Company culture needs to be top priority for service providers' digital migrations, according to our first Telco Transformation poll.
When respondents were asked what telcos need to transform first, company culture garnered 42.37% of the votes in the poll while network infrastructure was second with 28.81%.
Company culture probably wasn't a big area of discussion ten years ago. Employees were hired to work in specific service areas that were, in most cases, provisioned and maintained separately from other services on the network.
With telcos focused on becoming more agile and flexible, company culture has taken on added importance. Because of new enabling technologies, such as SDN/NFV, DevOps and big data, the previous mantra of "that's how we've always done it" is out the window.
One reason for having a unified company culture in place is that service silos are crumbling, which means networking teams need to work with IT teams, or data engineers need to learn how to share network resources with voice engineers.
Without a company vision in place, it will be a rocky road on the way to creating a telco's network roadmap, which most service providers and their partners get. In the high stakes game of building next-gen networks, finding the right employees and having in-house mentoring programs take on added importance. (See Ericsson HR Dumps Good, Bad Hiring Buckets .)

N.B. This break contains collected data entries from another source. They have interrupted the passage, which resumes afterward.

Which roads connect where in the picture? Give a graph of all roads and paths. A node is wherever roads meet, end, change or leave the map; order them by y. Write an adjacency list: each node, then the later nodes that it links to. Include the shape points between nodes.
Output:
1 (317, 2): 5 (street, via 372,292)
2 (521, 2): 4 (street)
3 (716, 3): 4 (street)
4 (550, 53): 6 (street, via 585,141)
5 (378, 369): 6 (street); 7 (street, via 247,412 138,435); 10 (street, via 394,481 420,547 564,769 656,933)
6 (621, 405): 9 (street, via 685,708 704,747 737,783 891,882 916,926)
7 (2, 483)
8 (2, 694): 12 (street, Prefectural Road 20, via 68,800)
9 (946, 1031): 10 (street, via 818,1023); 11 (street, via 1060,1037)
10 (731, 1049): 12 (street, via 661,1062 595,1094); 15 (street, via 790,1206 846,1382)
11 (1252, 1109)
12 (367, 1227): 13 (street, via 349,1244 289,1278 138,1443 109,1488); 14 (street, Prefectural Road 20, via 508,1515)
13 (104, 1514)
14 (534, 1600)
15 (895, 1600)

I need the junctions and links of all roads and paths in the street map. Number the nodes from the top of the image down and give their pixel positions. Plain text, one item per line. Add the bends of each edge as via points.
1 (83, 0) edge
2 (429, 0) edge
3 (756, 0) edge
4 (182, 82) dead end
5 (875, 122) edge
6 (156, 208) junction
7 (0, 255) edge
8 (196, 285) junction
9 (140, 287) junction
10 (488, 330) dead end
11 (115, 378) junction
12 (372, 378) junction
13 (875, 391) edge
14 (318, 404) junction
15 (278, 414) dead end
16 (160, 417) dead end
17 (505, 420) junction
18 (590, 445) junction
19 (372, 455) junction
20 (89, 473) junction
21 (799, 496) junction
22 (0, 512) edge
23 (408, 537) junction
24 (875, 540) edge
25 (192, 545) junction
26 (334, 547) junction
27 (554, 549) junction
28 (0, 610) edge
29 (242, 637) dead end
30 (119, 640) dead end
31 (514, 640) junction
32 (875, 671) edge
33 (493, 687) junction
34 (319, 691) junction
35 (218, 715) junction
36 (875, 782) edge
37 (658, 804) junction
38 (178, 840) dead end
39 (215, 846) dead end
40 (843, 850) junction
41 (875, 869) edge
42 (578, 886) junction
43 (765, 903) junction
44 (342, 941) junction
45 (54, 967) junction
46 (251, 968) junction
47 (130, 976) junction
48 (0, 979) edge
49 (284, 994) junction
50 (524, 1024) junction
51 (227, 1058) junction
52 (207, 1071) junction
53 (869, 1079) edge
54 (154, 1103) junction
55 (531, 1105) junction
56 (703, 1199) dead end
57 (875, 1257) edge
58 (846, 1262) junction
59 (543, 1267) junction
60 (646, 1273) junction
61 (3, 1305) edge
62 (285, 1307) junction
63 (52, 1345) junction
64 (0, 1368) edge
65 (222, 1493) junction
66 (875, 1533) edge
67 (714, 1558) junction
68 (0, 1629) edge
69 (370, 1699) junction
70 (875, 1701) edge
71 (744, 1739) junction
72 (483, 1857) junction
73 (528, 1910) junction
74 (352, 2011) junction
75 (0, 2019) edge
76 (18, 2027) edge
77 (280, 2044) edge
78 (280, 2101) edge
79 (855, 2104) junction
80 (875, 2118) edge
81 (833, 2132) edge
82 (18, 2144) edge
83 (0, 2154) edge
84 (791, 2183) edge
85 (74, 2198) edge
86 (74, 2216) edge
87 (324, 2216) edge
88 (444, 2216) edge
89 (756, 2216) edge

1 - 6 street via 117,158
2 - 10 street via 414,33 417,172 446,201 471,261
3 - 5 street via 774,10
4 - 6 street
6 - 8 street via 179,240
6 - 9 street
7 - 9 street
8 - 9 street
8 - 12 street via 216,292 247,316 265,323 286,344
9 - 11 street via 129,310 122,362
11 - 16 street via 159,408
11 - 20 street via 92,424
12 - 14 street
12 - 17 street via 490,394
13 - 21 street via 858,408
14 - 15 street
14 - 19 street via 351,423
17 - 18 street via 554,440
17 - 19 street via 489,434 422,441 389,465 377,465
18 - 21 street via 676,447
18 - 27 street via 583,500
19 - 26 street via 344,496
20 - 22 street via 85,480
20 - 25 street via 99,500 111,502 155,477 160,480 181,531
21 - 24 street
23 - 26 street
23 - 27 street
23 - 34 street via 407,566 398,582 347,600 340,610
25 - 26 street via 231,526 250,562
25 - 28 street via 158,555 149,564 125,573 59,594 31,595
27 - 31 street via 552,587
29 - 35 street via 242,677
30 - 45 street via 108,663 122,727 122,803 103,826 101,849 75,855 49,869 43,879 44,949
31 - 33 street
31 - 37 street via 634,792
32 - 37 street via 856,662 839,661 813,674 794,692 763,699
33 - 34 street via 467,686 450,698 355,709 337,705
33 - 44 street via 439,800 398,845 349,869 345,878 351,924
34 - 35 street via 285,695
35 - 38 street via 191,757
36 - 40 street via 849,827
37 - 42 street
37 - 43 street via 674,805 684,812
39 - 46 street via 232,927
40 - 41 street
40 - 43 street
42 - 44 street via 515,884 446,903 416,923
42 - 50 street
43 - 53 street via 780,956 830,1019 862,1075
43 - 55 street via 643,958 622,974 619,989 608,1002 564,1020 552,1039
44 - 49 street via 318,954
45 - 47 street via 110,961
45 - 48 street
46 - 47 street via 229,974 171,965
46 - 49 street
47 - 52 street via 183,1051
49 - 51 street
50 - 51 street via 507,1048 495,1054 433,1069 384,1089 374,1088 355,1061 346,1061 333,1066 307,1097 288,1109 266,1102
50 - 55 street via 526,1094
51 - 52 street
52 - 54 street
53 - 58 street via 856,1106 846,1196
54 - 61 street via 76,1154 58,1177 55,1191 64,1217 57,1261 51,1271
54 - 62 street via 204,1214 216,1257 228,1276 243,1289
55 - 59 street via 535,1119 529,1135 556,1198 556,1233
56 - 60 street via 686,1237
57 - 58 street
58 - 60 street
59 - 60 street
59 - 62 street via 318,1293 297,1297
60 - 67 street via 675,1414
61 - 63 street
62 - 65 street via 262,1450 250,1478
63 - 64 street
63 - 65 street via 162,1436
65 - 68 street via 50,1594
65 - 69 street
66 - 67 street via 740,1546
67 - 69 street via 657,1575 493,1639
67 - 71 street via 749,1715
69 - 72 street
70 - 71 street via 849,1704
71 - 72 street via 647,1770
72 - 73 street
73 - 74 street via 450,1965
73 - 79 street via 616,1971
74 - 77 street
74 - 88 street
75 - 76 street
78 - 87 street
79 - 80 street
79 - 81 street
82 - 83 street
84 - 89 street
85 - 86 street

It will be interesting to see how the respective company cultures of Dell Technologies (Nasdaq: DELL) and EMC Corp. (NYSE: EMC)/VMware Inc. (NYSE: VMW), along with EMC's federation, mesh once that acquisition is complete. (See Dell Buys EMC for $67B in Biggest Tech Deal Ever.) And how will industry heavyweights Cisco Systems Inc. (Nasdaq: CSCO) and Ericsson AB (Nasdaq: ERIC) blend their cultures in their new partnership? (See Cisco + Ericsson: From Soup to Nuts.) (Time Warner and AOL's oil and water merger from 2000 is still the poster child for failing to merge company cultures.)
Following network infrastructure, services portfolio was third in the poll with 16.95% and supporting IT systems was fourth at 11.86%. There were no votes in the "something else" category. Personally, I would have guessed that supporting IT systems would have placed higher up on the poll due its importance related to customer satisfaction.